The year of Linux on the desktop is finally here! Windows 10 is getting a Linux kernel, and all new Chromebooks will run Linux applications. Most desktops purchased in the future will include a Linux kernel and run Linux software.
Windows Is Getting a Built-in Linux Kernel
Traditional Linux distributions may not be taking over the world, but Linux is becoming even more pervasive than ever.
Windows 10 will soon include a built-in Linux kernel updated through Windows Update. Windows itself will still be based on the Windows kernel, of course. The Linux kernel will power the Windows Subsystem for Linux 2 (WSL 2) and let you run even more Linux applications on Windows 10.

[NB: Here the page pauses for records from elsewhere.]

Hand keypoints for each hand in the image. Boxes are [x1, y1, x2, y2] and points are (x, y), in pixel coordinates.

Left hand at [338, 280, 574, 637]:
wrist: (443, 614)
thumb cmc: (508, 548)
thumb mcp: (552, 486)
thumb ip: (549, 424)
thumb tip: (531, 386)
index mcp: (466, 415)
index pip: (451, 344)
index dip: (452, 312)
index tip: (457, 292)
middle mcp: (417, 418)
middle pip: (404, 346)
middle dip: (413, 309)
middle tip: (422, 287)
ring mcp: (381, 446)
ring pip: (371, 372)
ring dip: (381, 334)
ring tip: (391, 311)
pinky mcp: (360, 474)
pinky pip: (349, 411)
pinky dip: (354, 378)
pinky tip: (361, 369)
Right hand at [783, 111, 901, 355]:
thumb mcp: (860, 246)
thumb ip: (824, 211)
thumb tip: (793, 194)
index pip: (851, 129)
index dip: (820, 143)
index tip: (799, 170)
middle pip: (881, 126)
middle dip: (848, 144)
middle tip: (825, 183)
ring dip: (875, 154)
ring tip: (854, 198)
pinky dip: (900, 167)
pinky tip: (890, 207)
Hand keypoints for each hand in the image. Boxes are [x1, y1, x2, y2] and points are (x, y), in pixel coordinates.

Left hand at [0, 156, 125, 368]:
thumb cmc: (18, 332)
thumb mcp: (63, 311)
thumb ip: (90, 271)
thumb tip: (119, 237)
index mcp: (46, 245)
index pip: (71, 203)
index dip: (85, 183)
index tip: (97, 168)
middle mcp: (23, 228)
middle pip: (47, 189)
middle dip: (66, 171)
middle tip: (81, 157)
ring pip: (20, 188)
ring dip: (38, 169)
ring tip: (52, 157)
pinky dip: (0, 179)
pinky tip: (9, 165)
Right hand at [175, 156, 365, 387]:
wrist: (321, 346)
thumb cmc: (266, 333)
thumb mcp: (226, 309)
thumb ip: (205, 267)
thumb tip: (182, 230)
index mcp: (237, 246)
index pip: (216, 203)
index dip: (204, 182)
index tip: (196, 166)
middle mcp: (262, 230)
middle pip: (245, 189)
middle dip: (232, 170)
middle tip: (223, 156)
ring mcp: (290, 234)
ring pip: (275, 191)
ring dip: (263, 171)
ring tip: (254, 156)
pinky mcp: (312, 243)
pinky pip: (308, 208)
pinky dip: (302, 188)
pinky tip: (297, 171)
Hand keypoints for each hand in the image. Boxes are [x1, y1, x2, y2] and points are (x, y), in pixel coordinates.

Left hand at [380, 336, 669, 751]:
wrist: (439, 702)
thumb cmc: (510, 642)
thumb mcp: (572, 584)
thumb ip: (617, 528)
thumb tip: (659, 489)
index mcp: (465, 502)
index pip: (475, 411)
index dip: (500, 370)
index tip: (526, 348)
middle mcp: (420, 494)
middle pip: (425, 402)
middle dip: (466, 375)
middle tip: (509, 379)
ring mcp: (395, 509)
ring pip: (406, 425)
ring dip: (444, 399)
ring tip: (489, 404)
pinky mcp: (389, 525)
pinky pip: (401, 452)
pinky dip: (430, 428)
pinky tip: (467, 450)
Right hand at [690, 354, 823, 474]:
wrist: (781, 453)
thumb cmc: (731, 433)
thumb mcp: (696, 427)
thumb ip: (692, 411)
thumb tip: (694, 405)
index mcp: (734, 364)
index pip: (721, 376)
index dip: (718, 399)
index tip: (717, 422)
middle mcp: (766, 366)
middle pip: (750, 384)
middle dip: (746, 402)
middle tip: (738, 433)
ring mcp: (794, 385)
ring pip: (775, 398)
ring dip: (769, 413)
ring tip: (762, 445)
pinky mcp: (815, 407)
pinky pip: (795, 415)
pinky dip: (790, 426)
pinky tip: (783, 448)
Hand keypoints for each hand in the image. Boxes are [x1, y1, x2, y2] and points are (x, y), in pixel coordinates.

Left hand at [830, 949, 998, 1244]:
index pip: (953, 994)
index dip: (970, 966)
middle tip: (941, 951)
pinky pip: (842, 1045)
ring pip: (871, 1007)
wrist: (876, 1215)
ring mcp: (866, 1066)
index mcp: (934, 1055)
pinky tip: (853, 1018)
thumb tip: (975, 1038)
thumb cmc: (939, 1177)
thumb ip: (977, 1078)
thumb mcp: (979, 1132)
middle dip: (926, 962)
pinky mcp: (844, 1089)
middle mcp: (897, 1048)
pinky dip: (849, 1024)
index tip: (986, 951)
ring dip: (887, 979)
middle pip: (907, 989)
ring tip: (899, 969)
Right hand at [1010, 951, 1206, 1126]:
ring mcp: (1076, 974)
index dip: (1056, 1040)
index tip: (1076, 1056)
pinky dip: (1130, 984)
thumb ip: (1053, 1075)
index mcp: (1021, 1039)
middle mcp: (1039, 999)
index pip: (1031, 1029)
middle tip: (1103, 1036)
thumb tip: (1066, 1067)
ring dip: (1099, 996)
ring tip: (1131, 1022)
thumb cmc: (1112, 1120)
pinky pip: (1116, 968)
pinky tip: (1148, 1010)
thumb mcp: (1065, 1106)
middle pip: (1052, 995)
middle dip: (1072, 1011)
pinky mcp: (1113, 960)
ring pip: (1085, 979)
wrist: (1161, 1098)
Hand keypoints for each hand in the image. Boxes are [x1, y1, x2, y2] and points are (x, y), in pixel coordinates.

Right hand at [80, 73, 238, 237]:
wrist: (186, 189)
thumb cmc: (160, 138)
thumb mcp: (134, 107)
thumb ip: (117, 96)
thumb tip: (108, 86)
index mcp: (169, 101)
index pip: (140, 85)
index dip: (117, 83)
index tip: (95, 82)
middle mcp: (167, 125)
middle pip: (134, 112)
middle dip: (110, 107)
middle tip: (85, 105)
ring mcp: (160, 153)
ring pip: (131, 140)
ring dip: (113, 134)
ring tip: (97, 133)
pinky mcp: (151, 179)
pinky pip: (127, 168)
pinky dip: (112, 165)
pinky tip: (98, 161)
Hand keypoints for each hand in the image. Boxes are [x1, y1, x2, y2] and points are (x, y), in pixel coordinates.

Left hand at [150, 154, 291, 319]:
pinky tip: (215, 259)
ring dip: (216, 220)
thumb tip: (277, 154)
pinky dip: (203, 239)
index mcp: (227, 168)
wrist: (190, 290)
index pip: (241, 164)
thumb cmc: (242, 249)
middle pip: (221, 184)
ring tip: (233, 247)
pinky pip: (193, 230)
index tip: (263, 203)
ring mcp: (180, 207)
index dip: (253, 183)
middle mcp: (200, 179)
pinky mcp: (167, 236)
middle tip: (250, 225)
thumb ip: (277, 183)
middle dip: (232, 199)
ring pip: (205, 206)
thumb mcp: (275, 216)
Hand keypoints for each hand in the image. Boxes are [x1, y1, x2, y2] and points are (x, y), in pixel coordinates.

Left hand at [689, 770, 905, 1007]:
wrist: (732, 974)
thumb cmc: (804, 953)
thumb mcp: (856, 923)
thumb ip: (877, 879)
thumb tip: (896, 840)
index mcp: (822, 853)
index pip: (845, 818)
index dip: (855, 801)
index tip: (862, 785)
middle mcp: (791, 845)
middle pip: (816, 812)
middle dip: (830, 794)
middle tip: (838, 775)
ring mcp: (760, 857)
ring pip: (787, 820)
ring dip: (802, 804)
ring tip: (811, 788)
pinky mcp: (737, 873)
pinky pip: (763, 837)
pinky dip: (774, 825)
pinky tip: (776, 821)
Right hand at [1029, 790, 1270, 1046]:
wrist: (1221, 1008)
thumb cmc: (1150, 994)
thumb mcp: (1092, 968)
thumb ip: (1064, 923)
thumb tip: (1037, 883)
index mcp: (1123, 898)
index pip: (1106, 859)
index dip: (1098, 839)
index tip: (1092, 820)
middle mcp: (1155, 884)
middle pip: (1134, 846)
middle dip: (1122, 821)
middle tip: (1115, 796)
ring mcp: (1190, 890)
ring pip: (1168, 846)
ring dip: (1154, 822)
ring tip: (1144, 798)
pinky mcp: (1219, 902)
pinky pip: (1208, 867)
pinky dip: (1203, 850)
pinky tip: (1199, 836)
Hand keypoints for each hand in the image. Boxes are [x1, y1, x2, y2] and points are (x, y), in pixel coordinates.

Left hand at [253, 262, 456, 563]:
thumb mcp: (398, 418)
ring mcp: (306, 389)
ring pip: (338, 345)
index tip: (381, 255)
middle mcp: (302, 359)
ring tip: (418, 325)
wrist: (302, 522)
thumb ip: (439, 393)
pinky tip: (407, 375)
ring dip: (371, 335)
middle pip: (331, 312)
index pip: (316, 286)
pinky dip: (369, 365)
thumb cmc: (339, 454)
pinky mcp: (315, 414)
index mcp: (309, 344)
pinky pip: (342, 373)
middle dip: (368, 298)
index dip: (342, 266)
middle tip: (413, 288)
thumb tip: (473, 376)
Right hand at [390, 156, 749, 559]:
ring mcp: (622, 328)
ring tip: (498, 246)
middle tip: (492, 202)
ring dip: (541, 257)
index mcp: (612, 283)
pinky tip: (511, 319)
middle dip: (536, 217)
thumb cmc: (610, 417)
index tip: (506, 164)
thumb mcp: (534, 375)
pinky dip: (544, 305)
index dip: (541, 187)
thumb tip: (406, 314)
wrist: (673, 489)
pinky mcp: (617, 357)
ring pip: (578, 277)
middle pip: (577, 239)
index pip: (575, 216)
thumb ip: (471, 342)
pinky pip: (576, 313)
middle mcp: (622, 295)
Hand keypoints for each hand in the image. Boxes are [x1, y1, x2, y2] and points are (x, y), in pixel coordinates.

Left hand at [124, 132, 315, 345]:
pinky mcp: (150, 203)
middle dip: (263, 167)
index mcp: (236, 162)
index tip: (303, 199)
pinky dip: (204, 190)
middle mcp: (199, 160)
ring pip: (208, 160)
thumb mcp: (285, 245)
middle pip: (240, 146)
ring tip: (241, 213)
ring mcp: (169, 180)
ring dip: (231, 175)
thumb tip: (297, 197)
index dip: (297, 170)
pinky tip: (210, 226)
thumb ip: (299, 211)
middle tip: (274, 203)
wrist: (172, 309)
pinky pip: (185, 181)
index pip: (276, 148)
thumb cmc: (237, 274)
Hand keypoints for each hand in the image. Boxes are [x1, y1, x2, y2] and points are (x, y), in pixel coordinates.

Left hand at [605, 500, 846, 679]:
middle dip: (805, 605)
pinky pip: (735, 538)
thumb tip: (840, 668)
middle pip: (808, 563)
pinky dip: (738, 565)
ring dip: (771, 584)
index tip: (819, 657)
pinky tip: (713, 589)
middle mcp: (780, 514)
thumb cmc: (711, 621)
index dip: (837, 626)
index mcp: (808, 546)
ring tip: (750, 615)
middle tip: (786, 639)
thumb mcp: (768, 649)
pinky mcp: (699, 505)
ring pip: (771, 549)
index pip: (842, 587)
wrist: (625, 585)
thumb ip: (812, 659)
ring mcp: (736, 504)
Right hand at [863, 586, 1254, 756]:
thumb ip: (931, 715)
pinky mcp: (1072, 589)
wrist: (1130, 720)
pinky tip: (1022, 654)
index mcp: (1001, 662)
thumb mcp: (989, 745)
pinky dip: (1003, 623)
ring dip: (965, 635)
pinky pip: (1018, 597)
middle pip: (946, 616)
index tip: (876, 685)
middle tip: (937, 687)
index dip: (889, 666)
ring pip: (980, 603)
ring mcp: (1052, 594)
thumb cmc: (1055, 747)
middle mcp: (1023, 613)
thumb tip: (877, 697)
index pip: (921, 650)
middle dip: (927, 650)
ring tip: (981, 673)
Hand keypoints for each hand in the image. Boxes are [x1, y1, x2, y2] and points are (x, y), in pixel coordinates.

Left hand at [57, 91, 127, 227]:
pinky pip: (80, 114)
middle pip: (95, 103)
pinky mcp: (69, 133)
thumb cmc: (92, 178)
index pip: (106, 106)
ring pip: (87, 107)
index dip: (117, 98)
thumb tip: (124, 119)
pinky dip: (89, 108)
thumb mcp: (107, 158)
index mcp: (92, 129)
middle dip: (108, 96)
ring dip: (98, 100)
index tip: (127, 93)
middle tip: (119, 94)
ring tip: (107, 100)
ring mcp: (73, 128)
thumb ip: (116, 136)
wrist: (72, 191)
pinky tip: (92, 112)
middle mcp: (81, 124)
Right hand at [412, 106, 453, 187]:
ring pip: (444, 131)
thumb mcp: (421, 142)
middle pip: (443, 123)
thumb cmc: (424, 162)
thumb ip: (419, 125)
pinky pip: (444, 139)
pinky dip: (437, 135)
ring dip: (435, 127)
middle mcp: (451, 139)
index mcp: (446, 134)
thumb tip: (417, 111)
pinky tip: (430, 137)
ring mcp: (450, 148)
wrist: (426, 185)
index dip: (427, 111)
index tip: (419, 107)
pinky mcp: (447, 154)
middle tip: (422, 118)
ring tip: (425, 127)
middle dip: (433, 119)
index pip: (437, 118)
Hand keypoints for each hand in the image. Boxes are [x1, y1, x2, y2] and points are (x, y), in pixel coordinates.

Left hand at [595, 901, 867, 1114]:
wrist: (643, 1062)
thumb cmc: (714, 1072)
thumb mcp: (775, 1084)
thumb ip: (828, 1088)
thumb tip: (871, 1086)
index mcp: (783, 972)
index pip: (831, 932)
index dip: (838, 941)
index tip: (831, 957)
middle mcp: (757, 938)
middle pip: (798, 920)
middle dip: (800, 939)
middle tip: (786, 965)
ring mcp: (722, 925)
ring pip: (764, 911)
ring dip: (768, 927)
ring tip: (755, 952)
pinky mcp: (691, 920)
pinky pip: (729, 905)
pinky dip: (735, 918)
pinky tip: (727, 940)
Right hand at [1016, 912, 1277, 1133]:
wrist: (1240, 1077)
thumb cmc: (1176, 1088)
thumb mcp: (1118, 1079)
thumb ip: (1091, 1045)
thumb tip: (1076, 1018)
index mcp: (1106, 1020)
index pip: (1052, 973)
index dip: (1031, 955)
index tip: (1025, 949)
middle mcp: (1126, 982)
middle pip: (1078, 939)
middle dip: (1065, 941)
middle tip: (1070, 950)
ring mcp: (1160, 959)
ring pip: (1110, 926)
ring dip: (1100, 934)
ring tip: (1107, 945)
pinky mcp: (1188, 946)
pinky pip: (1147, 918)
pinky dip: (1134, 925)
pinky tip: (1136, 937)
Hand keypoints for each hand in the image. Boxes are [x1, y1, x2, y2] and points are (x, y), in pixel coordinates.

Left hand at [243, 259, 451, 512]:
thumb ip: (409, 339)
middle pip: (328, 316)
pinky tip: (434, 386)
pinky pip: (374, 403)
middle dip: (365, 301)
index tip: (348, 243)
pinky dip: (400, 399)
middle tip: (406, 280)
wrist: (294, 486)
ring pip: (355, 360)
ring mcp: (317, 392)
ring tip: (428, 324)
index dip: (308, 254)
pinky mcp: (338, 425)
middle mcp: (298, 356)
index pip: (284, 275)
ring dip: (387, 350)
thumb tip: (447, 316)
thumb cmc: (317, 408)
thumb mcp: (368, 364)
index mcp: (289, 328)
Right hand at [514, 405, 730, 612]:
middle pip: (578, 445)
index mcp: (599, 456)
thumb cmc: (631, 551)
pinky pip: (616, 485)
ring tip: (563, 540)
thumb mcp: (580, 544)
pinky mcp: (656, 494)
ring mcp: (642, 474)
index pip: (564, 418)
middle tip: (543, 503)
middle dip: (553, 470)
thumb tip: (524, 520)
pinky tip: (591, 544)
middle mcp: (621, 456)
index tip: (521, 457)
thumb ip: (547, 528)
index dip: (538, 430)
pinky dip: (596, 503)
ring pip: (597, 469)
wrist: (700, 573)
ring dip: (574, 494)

WSL version 1 was powerful, but it relied on emulation to run Linux software. That prevented more complex Linux applications—like Docker—from running on Windows. WSL 2 will be more powerful and will run Linux software using an actual Linux kernel.
There are ways to run graphical Linux applications on Windows 10, too. Microsoft doesn’t enable it out of the box, but all you have to do is install a third-party X server. More graphical applications should work better under WSL 2.
For command-line software, Microsoft is adding a beautiful new Windows Terminal app with tabs.
All Future Chromebooks Will Run Linux Apps
Chrome OS has always used a Linux kernel. In fact, Chrome OS was based on Gentoo Linux. But you had to jump through hoops to run Linux applications using solutions like Crouton. Google’s been fixing that by adding Linux application support to some Chromebooks.